Cowan was one of the first female students admitted to the University of Edinburgh and studied medicine alongside Jessie Gellatly, Mabel L. Ramsay and others. They all graduated MB ChB in July 1906.

Following graduation in the summer of 1906 she and Jessie Gellatly joined the staff at Leith Hospital in north Edinburgh, the first hospital to accept female physicians.

She parted company with her friend Jessie around 1908 and went to work as a surgeon at the Eye Department of Edinburgh Royal Infirmary. In the summer of 1911 she was motivated to leave Scotland and travelled to China as a medical missionary to address the outbreak of pneumonia in the north, known in the UK as the Manchurian plague. She was part of a large British contingent requested by the Chinese physician Wu Lien-teh to address the disaster.

In 1914 she was working in a hospital at Ashiho near Harbin. In 1915 she moved to a Mukden Medical College to work with fellow Edinburgh physician Dugald Christie. Both of these ventures were financially supported jointly by the Church of Scotland and the University of Edinburgh. Manchuria at this time was under Imperial Russian influence and the overall environment of both plague and political unrest was far from easy. The area was also troubled by bandits who would raid the towns and hospitals and would sometimes take equipment and medicine. Nevertheless, Cowan stayed for many years before being forced to leave in the aftermath of the Russian Revolution of 1917.

In 1915, her father was knighted and her parents became Sir John Cowan and Lady Marion Cowan.

Possibly through her father's influence, Cowan returned from China and took up a commission as a Medical Officer in the Queen Mary's Army Auxiliary Corps attached to the Royal Army Medical Corps. In this capacity, she worked at HM Factory, Gretna commonly known as the "Devil's Porridge" factory, where thousands of tons of explosives were manufactured for use on the Western Front.
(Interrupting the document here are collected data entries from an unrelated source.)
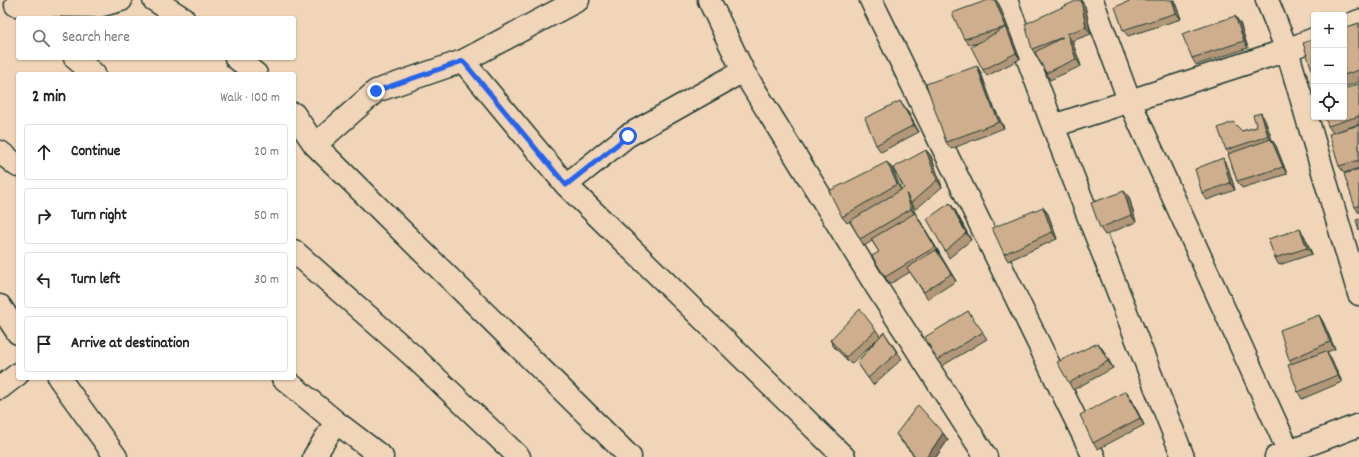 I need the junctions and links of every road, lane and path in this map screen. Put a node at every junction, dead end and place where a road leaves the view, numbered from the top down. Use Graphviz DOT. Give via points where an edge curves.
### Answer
graph roads {
  1 [pos="121,0"];
  2 [pos="154,0"];
  3 [pos="578,0"];
  4 [pos="708,0"];
  5 [pos="871,0"];
  6 [pos="1006,0"];
  7 [pos="1092,0"];
  8 [pos="1267,0"];
  9 [pos="73,3"];
  10 [pos="18,8"];
  11 [pos="180,16"];
  12 [pos="1359,21"];
  13 [pos="1347,26"];
  14 [pos="1311,40"];
  15 [pos="1287,50"];
  16 [pos="78,60"];
  17 [pos="238,60"];
  18 [pos="463,61"];
  19 [pos="743,71"];
  20 [pos="92,72"];
  21 [pos="254,72"];
  22 [pos="1129,100"];
  23 [pos="296,117"];
  24 [pos="1053,126"];
  25 [pos="315,144"];
  26 [pos="0,152"];
  27 [pos="16,164"];
  28 [pos="566,185"];
  29 [pos="296,253"];
  30 [pos="1359,294"];
  31 [pos="0,306"];
  32 [pos="16,330"];
  33 [pos="16,376"];
  34 [pos="60,380"];
  35 [pos="285,380"];
  36 [pos="0,388"];
  37 [pos="336,422"];
  38 [pos="1359,425"];
  39 [pos="1282,454"];
  40 [pos="116,457"];
  41 [pos="314,457"];
  42 [pos="382,457"];
  43 [pos="519,457"];
  44 [pos="630,457"];
  45 [pos="844,457"];
  46 [pos="986,457"];
  47 [pos="1094,457"];
  48 [pos="1183,457"];
  1 -- 9 [label="street" via="100,6"];
  2 -- 11 [label="street"];
  3 -- 18 [label="street"];
  4 -- 19 [label="street"];
  5 -- 47 [label="street"];
  6 -- 24 [label="street"];
  7 -- 22 [label="street"];
  8 -- 15 [label="street"];
  9 -- 10 [label="street"];
  12 -- 13 [label="street"];
  14 -- 15 [label="street"];
  15 -- 22 [label="street"];
  15 -- 30 [label="street"];
  16 -- 20 [label="street"];
  17 -- 21 [label="street"];
  18 -- 25 [label="street" via="376,91"];
  18 -- 28 [label="street"];
  19 -- 28 [label="street" via="628,136"];
  19 -- 46 [label="street"];
  22 -- 24 [label="street"];
  22 -- 39 [label="street"];
  23 -- 25 [label="street"];
  24 -- 48 [label="street"];
  25 -- 44 [label="street"];
  26 -- 27 [label="street"];
  28 -- 45 [label="street"];
  29 -- 43 [label="street" via="413,356"];
  31 -- 32 [label="street"];
  33 -- 36 [label="street"];
  34 -- 40 [label="street"];
  35 -- 37 [label="street"];
  37 -- 41 [label="street"];
  37 -- 42 [label="street"];
  38 -- 39 [label="street"];
} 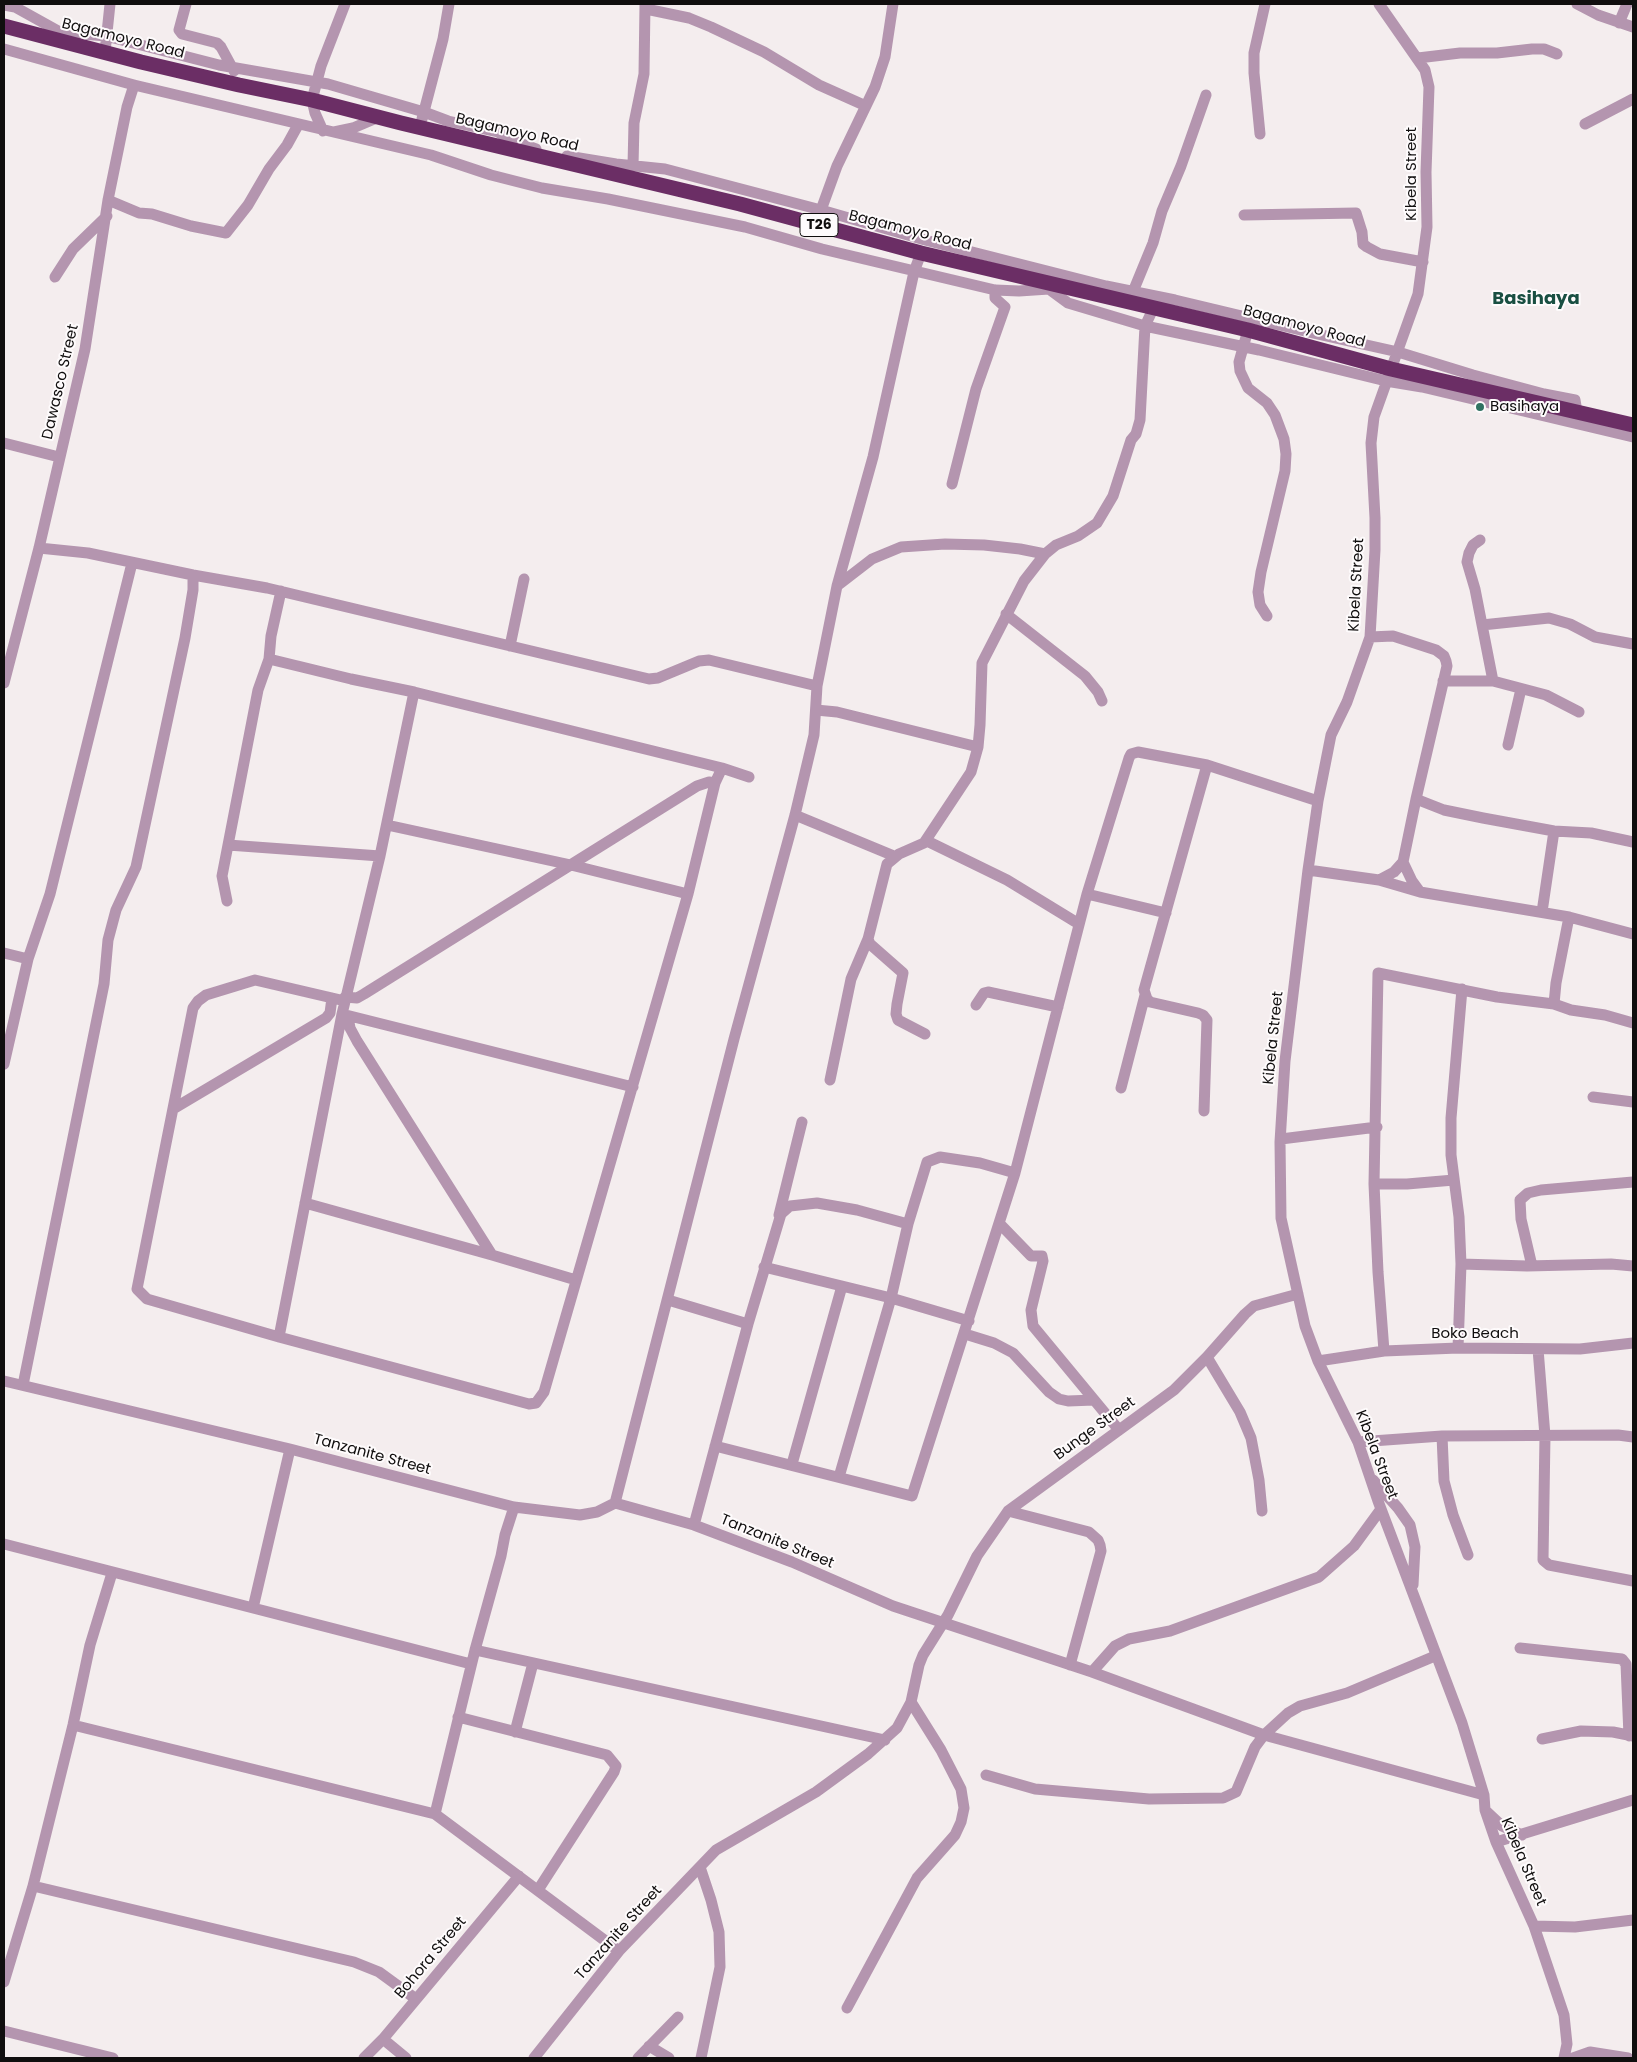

Here she served as assistant to Dr Thomas Goodall Nasmyth. Her duties here included treating victims of explosions and attending the side effects of breathing and touching the caustic substances. After the Armistice in November 1918 the factory was quickly decommissioned.

In 1919 she returned her previous position in Mukden Medical College in Manchuria which remained under the Principalship of Dugald Christie. In 1934, due to its strong links with the University of Edinburgh, the college became the first outside the UK to have a medical degree recognised in Scotland. Cowan certainly formed part of this decision: in 1934 she had made a Member of the Royal College of Obstetricians and Gynaecologists and the college granted her a Professorship in Obstetrics and Gynaecology in 1934.

However, from September 1931, things had started to go wrong, due to the Japanese invasion of Manchuria, which included the capture of Harbin in February 1932. Mukden was further inland and of less military significance. However, as the Japanese control spread and with the imminent onset of the Second World War Cowan left Manchuria in the summer 1939, never to return. Her health by this stage was poor, her parents were dead and she had lost her Edinburgh connection.

It is thought Cowan lived her final months with mutual friends in Cambridge, and she died there on 22 August 1940 aged 60. Her body was returned to Edinburgh and she was buried with her family in Grange Cemetery in south Edinburgh. The grave lies in the eastmost strip section, facing east, in the south-east portion of the main cemetery.